Records from a collection
□ □ □ □

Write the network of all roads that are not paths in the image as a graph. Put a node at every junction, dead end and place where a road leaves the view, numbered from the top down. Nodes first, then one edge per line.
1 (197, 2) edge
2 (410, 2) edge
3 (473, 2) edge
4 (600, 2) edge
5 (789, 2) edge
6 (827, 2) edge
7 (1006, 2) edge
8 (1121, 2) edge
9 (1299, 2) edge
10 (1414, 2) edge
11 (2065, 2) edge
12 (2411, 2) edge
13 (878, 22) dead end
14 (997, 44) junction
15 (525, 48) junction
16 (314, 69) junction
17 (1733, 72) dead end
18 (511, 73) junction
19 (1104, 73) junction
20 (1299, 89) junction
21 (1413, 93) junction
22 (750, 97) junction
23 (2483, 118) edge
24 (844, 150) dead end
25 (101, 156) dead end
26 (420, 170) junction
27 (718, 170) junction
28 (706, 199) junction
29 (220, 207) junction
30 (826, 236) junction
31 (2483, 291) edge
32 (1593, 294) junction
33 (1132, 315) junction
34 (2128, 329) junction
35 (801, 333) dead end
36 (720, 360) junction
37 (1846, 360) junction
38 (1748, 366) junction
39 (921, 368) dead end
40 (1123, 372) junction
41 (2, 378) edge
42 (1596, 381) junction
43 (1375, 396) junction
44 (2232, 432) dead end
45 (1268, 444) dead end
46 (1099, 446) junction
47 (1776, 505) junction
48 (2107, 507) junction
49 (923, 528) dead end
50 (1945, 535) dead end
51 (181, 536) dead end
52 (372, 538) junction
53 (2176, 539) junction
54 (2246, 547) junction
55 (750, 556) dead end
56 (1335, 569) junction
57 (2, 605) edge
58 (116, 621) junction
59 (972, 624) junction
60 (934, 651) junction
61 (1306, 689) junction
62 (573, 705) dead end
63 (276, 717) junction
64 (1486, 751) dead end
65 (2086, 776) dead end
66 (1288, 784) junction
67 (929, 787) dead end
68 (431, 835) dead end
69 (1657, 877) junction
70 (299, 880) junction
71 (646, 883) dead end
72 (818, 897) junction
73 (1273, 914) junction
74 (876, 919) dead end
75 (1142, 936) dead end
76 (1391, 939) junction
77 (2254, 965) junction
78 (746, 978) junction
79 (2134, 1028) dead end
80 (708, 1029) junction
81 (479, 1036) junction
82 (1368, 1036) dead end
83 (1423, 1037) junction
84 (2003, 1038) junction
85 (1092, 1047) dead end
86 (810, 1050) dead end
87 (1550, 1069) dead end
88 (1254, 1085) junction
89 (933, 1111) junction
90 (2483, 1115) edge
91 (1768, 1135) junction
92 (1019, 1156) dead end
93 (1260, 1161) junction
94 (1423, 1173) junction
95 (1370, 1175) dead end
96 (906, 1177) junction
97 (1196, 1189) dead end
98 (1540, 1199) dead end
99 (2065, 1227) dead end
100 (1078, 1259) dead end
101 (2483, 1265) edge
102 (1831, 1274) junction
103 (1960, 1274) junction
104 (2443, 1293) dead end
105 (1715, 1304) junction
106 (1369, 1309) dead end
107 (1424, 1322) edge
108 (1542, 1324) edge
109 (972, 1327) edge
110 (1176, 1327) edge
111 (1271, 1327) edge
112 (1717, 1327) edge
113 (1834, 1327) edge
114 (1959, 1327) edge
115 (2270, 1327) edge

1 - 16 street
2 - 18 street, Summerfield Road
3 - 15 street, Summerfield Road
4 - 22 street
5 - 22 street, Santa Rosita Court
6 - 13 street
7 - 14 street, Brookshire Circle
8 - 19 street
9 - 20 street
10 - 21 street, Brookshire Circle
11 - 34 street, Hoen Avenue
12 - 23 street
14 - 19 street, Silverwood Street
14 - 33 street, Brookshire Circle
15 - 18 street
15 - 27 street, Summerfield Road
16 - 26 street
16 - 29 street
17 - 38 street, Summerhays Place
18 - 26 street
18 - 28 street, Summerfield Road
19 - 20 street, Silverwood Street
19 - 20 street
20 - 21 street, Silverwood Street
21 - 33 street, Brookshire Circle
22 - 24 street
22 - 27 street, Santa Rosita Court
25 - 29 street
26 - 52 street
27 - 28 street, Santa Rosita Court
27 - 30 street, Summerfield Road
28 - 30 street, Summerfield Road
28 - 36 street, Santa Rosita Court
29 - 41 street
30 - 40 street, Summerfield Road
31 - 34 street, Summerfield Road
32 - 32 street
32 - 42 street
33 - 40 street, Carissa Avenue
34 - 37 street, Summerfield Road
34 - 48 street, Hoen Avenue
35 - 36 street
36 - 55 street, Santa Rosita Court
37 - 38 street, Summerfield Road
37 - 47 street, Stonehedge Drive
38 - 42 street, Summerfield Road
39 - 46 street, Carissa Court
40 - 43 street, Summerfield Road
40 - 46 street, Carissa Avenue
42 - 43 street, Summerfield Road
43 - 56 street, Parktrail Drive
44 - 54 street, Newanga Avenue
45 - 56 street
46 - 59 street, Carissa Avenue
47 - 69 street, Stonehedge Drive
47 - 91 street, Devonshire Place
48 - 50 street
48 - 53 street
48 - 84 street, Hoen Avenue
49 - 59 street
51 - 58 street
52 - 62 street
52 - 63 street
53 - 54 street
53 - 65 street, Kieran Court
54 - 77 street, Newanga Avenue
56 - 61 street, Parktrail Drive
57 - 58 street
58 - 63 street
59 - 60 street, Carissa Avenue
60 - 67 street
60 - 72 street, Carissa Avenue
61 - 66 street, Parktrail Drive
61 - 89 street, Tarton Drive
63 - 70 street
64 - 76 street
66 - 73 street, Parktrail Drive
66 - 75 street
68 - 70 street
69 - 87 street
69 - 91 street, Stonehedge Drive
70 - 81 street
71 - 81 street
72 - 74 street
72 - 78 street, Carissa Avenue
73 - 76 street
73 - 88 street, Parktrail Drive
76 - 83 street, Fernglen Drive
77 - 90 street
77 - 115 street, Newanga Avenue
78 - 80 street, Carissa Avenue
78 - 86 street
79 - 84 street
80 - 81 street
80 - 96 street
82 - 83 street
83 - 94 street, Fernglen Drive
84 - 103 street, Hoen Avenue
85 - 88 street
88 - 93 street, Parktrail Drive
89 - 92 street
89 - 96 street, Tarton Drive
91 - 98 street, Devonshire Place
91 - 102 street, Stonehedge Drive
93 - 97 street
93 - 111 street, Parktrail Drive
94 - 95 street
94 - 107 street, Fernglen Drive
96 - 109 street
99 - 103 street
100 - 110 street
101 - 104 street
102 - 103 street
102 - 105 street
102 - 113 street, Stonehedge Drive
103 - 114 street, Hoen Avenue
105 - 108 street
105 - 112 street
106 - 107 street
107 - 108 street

□ □ □ □

WORK TO BE COMPLETED:
Copy out each line of the data exactly.

WORKED SOLUTION:
Write the network of all roads that are not paths in the image as a graph. Put a node at every junction, dead end and place where a road leaves the view, numbered from the top down. Nodes first, then one edge per line.
1 (197, 2) edge
2 (410, 2) edge
3 (473, 2) edge
4 (600, 2) edge
5 (789, 2) edge
6 (827, 2) edge
7 (1006, 2) edge
8 (1121, 2) edge
9 (1299, 2) edge
10 (1414, 2) edge
11 (2065, 2) edge
12 (2411, 2) edge
13 (878, 22) dead end
14 (997, 44) junction
15 (525, 48) junction
16 (314, 69) junction
17 (1733, 72) dead end
18 (511, 73) junction
19 (1104, 73) junction
20 (1299, 89) junction
21 (1413, 93) junction
22 (750, 97) junction
23 (2483, 118) edge
24 (844, 150) dead end
25 (101, 156) dead end
26 (420, 170) junction
27 (718, 170) junction
28 (706, 199) junction
29 (220, 207) junction
30 (826, 236) junction
31 (2483, 291) edge
32 (1593, 294) junction
33 (1132, 315) junction
34 (2128, 329) junction
35 (801, 333) dead end
36 (720, 360) junction
37 (1846, 360) junction
38 (1748, 366) junction
39 (921, 368) dead end
40 (1123, 372) junction
41 (2, 378) edge
42 (1596, 381) junction
43 (1375, 396) junction
44 (2232, 432) dead end
45 (1268, 444) dead end
46 (1099, 446) junction
47 (1776, 505) junction
48 (2107, 507) junction
49 (923, 528) dead end
50 (1945, 535) dead end
51 (181, 536) dead end
52 (372, 538) junction
53 (2176, 539) junction
54 (2246, 547) junction
55 (750, 556) dead end
56 (1335, 569) junction
57 (2, 605) edge
58 (116, 621) junction
59 (972, 624) junction
60 (934, 651) junction
61 (1306, 689) junction
62 (573, 705) dead end
63 (276, 717) junction
64 (1486, 751) dead end
65 (2086, 776) dead end
66 (1288, 784) junction
67 (929, 787) dead end
68 (431, 835) dead end
69 (1657, 877) junction
70 (299, 880) junction
71 (646, 883) dead end
72 (818, 897) junction
73 (1273, 914) junction
74 (876, 919) dead end
75 (1142, 936) dead end
76 (1391, 939) junction
77 (2254, 965) junction
78 (746, 978) junction
79 (2134, 1028) dead end
80 (708, 1029) junction
81 (479, 1036) junction
82 (1368, 1036) dead end
83 (1423, 1037) junction
84 (2003, 1038) junction
85 (1092, 1047) dead end
86 (810, 1050) dead end
87 (1550, 1069) dead end
88 (1254, 1085) junction
89 (933, 1111) junction
90 (2483, 1115) edge
91 (1768, 1135) junction
92 (1019, 1156) dead end
93 (1260, 1161) junction
94 (1423, 1173) junction
95 (1370, 1175) dead end
96 (906, 1177) junction
97 (1196, 1189) dead end
98 (1540, 1199) dead end
99 (2065, 1227) dead end
100 (1078, 1259) dead end
101 (2483, 1265) edge
102 (1831, 1274) junction
103 (1960, 1274) junction
104 (2443, 1293) dead end
105 (1715, 1304) junction
106 (1369, 1309) dead end
107 (1424, 1322) edge
108 (1542, 1324) edge
109 (972, 1327) edge
110 (1176, 1327) edge
111 (1271, 1327) edge
112 (1717, 1327) edge
113 (1834, 1327) edge
114 (1959, 1327) edge
115 (2270, 1327) edge

1 - 16 street
2 - 18 street, Summerfield Road
3 - 15 street, Summerfield Road
4 - 22 street
5 - 22 street, Santa Rosita Court
6 - 13 street
7 - 14 street, Brookshire Circle
8 - 19 street
9 - 20 street
10 - 21 street, Brookshire Circle
11 - 34 street, Hoen Avenue
12 - 23 street
14 - 19 street, Silverwood Street
14 - 33 street, Brookshire Circle
15 - 18 street
15 - 27 street, Summerfield Road
16 - 26 street
16 - 29 street
17 - 38 street, Summerhays Place
18 - 26 street
18 - 28 street, Summerfield Road
19 - 20 street, Silverwood Street
19 - 20 street
20 - 21 street, Silverwood Street
21 - 33 street, Brookshire Circle
22 - 24 street
22 - 27 street, Santa Rosita Court
25 - 29 street
26 - 52 street
27 - 28 street, Santa Rosita Court
27 - 30 street, Summerfield Road
28 - 30 street, Summerfield Road
28 - 36 street, Santa Rosita Court
29 - 41 street
30 - 40 street, Summerfield Road
31 - 34 street, Summerfield Road
32 - 32 street
32 - 42 street
33 - 40 street, Carissa Avenue
34 - 37 street, Summerfield Road
34 - 48 street, Hoen Avenue
35 - 36 street
36 - 55 street, Santa Rosita Court
37 - 38 street, Summerfield Road
37 - 47 street, Stonehedge Drive
38 - 42 street, Summerfield Road
39 - 46 street, Carissa Court
40 - 43 street, Summerfield Road
40 - 46 street, Carissa Avenue
42 - 43 street, Summerfield Road
43 - 56 street, Parktrail Drive
44 - 54 street, Newanga Avenue
45 - 56 street
46 - 59 street, Carissa Avenue
47 - 69 street, Stonehedge Drive
47 - 91 street, Devonshire Place
48 - 50 street
48 - 53 street
48 - 84 street, Hoen Avenue
49 - 59 street
51 - 58 street
52 - 62 street
52 - 63 street
53 - 54 street
53 - 65 street, Kieran Court
54 - 77 street, Newanga Avenue
56 - 61 street, Parktrail Drive
57 - 58 street
58 - 63 street
59 - 60 street, Carissa Avenue
60 - 67 street
60 - 72 street, Carissa Avenue
61 - 66 street, Parktrail Drive
61 - 89 street, Tarton Drive
63 - 70 street
64 - 76 street
66 - 73 street, Parktrail Drive
66 - 75 street
68 - 70 street
69 - 87 street
69 - 91 street, Stonehedge Drive
70 - 81 street
71 - 81 street
72 - 74 street
72 - 78 street, Carissa Avenue
73 - 76 street
73 - 88 street, Parktrail Drive
76 - 83 street, Fernglen Drive
77 - 90 street
77 - 115 street, Newanga Avenue
78 - 80 street, Carissa Avenue
78 - 86 street
79 - 84 street
80 - 81 street
80 - 96 street
82 - 83 street
83 - 94 street, Fernglen Drive
84 - 103 street, Hoen Avenue
85 - 88 street
88 - 93 street, Parktrail Drive
89 - 92 street
89 - 96 street, Tarton Drive
91 - 98 street, Devonshire Place
91 - 102 street, Stonehedge Drive
93 - 97 street
93 - 111 street, Parktrail Drive
94 - 95 street
94 - 107 street, Fernglen Drive
96 - 109 street
99 - 103 street
100 - 110 street
101 - 104 street
102 - 103 street
102 - 105 street
102 - 113 street, Stonehedge Drive
103 - 114 street, Hoen Avenue
105 - 108 street
105 - 112 street
106 - 107 street
107 - 108 street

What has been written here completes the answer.